Malgré cela, WanchulaGhost pointe les lacunes du réseau social, incapable de donner aux utilisateurs le moyen de signaler les contenus promulguant le terrorisme. « Si la violence et le terrorisme n’ont pas leur place sur Twitter, peut-être que les administrateurs devraient ajouter des options spécifiques. Pour l’instant, seules les violences et les harcèlements ciblés retiennent leur attention. Si l’on avait une option permettant de rapporter un contenu terroriste, tout serait plus simple ».

La communauté antiterroriste et les partisans de #OpISIS espèrent que dans le futur, Twitter mettra plus d’effort dans la coopération permettant de signaler et d’arrêter les terroristes. « Anonymous rapporte jour et nuit les comptes liés au terrorisme », souligne le hacker, qui estime qu’ « à ce stade, Twitter n’a même plus besoin de les chercher ».

D’après le rapport de l’université George Washington, les efforts globaux ayant permis de fermer les comptes utilisés par Daech ont eu un fort impact pour limiter l’action du groupe terroriste. Pour chaque compte fermé, les auteurs de l’enquête remarquent que les partisans de Daech doivent en créer de nouveaux, ce qui entraîne une « chute drastique du nombre de followers de l’organisation terroriste » sur Twitter.

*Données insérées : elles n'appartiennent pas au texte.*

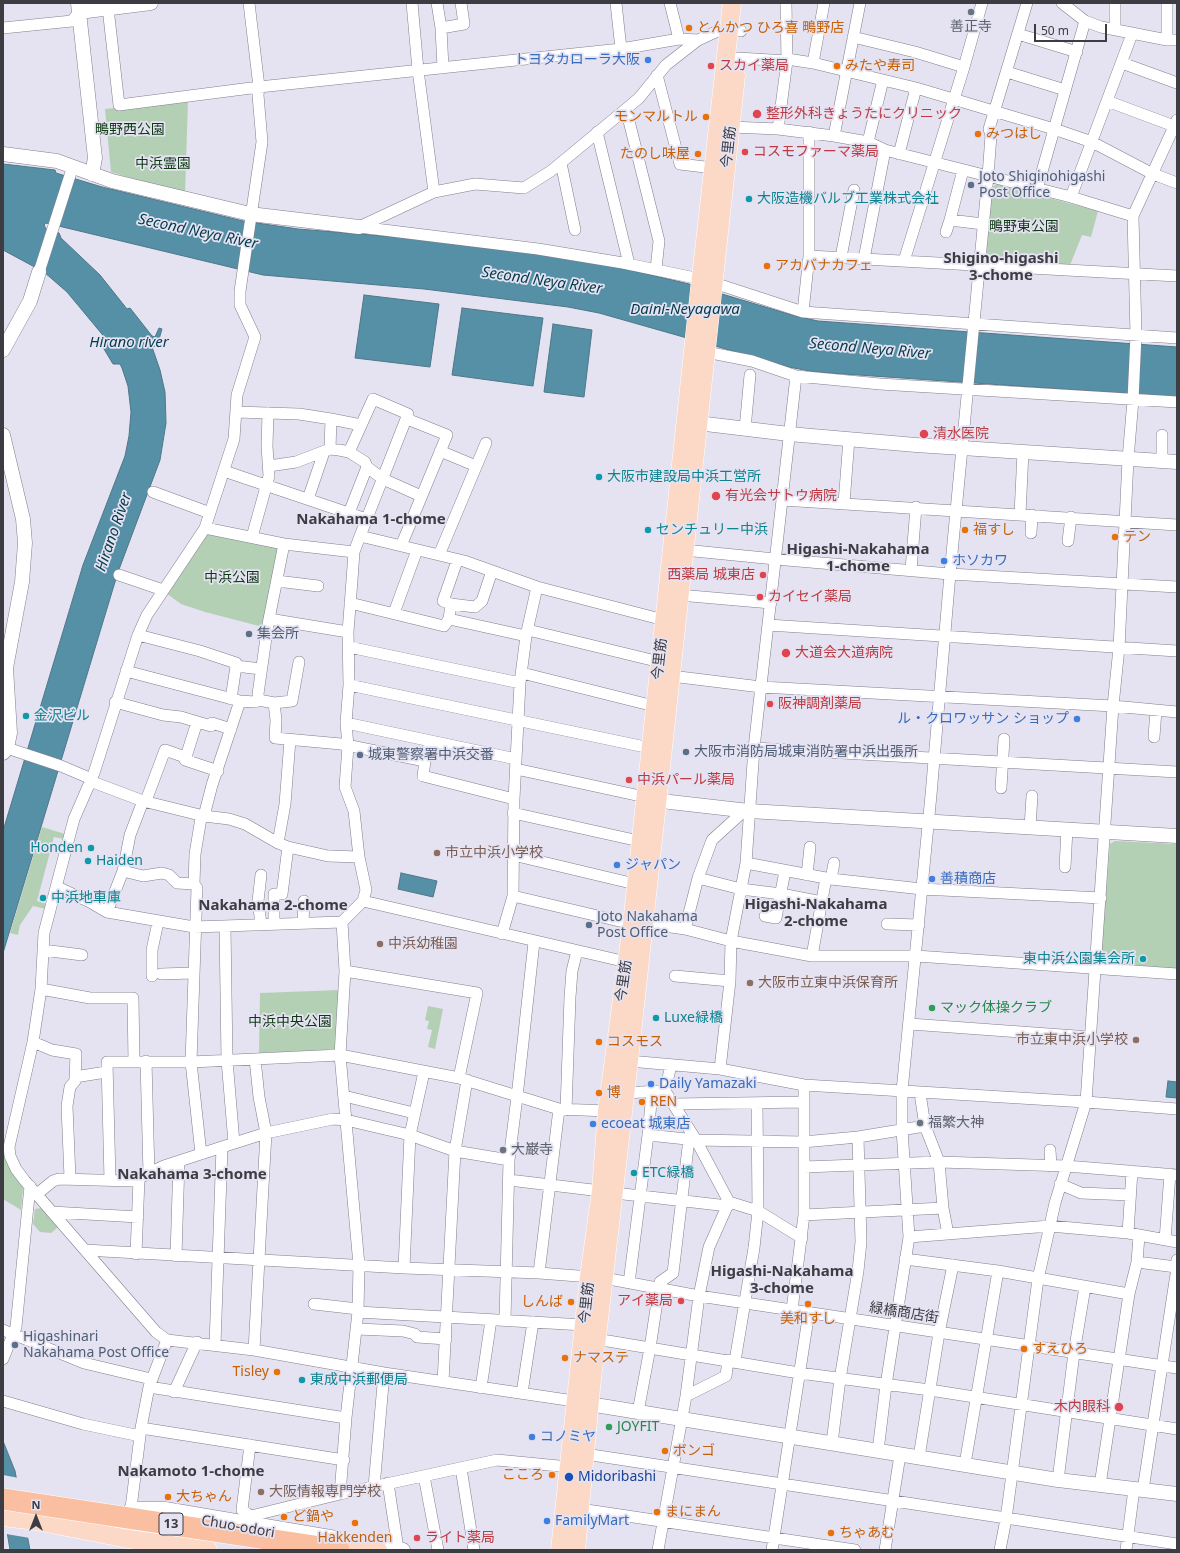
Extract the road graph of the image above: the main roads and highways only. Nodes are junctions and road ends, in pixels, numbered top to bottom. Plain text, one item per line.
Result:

« Ces suppressions de comptes ont un effet réel sur [les partisans de Daech] qui veulent recommencer et continuer leur actions ; cela diminue à la fois le rythme des publications et la taille de leur réseau », soutiennent-ils. Le 24 mars, suite aux attentats de Bruxelles, le groupe Anonymous a déclaré dans un communiqué une « guerre totale » à l’organisation terroriste. « Tant qu’il y aura des attaques à travers le monde, nous ne nous arrêterons pas […]. Nous défendrons le droit à la liberté », ont-ils indiqué.